Noel E. Munguia, Director, Office of Workers' Compensation Programs, United States Department of Labor v. Chevron U.S.A. Inc.

999 F.2d 808
CourtCourt of Appeals for the Fifth Circuit
DecidedOctober 18, 1993
Docket92-4380
StatusPublished
Cited by19 cases

This text of 999 F.2d 808 (Noel E. Munguia, Director, Office of Workers' Compensation Programs, United States Department of Labor v. Chevron U.S.A. Inc.) is published on Counsel Stack Legal Research, covering Court of Appeals for the Fifth Circuit primary law. Counsel Stack provides free access to over 12 million legal documents including statutes, case law, regulations, and constitutions.

Bluebook
Noel E. Munguia, Director, Office of Workers' Compensation Programs, United States Department of Labor v. Chevron U.S.A. Inc., 999 F.2d 808 (5th Cir. 1993).

Opinion

JERRY E. SMITH, Circuit Judge:

Noel Munguia appeals a decision of the Benefits Review Board (the “Board”) of the United States Department of Labor, rejecting his claim for benefits under the Long-shore and Harbor Workers’ Compensation Act (the “Act”), 33 U.S.C. § 901 et seq. (1988), for injuries sustained while in the employ of Chevron, U.S.A., Inc. (“Chevron”). We affirm the Board’s decision, but for reasons different from those relied upon by the Board.

I.

Munguia had been employed by Chevron as a roustabout and relief pumper-gauger for nine years. At the time he was injured, he had been assigned as a pumper-gauger to Chevron’s South and Southwest Pass oil field for over two years. The field includes about 200 producing oil wells drilled in an area eighteen miles long on both sides of, and a short distance from, the Mississippi River. Each well is situated on a stationary platform built in the marsh or on water and is accessible only by water.

Munguia worked for seven days, then was off duty for seven days. When on duty, he was provided sleeping quarters and meals in a bunkhouse, near which Chevron maintained a group of oil storage tanks, called a tank battery. A number of vessels, varying from eight to twelve, were anchored at the tank battery, including small boats of various kinds (Lafitte skiffs, Boston whalers, and Jo-boats) fitted with outboard motors and other small vessels that could transport one or two workers and their equipment. There was also at least one larger vessel, a wire-line *810 barge, aboard which equipment needed for work on wells was permanently stored. Chevron maintained this small fleet for the sole purpose of enabling its employees to service the production field.

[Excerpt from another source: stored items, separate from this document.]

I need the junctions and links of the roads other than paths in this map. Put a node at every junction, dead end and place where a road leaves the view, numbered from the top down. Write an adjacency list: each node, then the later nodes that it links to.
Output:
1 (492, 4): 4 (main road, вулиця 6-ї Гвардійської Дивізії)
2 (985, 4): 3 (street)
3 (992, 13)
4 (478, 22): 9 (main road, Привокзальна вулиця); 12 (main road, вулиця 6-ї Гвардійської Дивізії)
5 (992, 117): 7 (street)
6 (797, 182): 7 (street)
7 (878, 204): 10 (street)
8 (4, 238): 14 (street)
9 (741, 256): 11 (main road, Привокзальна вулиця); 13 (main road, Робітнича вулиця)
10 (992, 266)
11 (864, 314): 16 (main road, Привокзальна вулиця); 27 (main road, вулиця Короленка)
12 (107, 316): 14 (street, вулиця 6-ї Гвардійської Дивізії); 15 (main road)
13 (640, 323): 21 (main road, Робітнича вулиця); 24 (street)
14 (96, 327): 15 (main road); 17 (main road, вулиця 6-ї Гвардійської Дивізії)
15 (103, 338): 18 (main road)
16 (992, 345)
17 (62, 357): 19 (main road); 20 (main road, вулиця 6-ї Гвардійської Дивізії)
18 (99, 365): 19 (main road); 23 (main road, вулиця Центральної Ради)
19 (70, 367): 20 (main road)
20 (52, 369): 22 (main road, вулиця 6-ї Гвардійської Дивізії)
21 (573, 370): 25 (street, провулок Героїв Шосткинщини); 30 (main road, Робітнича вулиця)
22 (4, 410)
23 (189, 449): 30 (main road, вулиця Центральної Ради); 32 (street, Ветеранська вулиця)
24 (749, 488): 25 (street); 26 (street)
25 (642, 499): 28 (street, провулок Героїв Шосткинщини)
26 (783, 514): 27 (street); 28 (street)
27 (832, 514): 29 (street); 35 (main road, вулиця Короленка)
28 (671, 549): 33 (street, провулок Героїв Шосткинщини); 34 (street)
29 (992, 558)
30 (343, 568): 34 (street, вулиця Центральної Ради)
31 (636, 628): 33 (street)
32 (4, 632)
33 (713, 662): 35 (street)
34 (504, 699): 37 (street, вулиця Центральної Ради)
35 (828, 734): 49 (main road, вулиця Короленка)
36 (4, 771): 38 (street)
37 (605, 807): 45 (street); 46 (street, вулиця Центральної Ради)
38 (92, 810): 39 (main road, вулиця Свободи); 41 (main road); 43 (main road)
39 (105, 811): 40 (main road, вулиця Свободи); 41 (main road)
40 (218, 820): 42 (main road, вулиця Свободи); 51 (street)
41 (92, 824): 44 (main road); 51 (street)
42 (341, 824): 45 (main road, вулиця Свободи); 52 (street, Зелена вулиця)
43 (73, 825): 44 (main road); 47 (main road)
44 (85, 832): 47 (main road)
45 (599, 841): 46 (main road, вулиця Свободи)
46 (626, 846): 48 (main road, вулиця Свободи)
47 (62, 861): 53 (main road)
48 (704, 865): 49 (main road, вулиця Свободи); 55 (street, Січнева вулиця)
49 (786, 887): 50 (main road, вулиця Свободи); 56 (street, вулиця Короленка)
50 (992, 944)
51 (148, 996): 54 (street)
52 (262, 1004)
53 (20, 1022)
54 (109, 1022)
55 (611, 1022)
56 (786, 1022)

On the day he was injured, Munguia was assigned to work with a gas specialist checking a number of wells for gas leaks. They proceeded in a Lafitte skiff to check the valves on the well-control unit for leaks. One of them would close the valve, and the other would listen for leaks. Munguia injured his back while attempting to close a frozen master valve.

II.

Munguia’s claim was referred for disposition to an administrative law judge (“ALJ”). Concluding that Munguia satisfied the “status” requirement of the Act and that the parties had not contested the “situs” requirement, the ALJ awarded Munguia his requested compensation benefits. Chevron appealed the decision to the Board.

Citing the transcript of the evidentiary hearing before the ALJ, the Board disagreed with the ALJ’s statement that Chevron had not raised the situs issue. Addressing the merits, the Board then concluded that the scope of Munguia’s employment did not satisfy the situs requirement, and it reversed the ALJ’s decision on that ground. Munguia, joined by the Director of the Office of Worker’s Compensation Programs (the “Director”), appeals. 1

III.

Our review of Board decisions is limited to considering errors of law and ensuring that the Board adhered to its statutory standard of review, namely, whether the ALJ’s findings of fact are supported by substantial evidence and consistent with the law. 33 U.S.C. § 921(b)(3); Miller v. Central Dispatch, Inc., 673 F.2d 773, 778 (5th Cir. Unit A 1982).

In order to demonstrate coverage under the Act, a worker must satisfy both a situs and a status test; in the words of the statute, he must show that, at the approximate time he incurred disability or death, he was “engaged in maritime employment,” 33 U.S.C. § 902(3), and that his injury “oc-curr[ed] upon the navigable waters of the United States....” Id. § 903(a) (1982). See also Herb’s Welding, Inc. v. Gray, 470 U.S. 414, 415-16, 105 S.Ct. 1421, 1423-24, 84 L.Ed.2d 406 (1985). 2 These threshold inquiries were the focus of dispute before both the ALJ and the Board.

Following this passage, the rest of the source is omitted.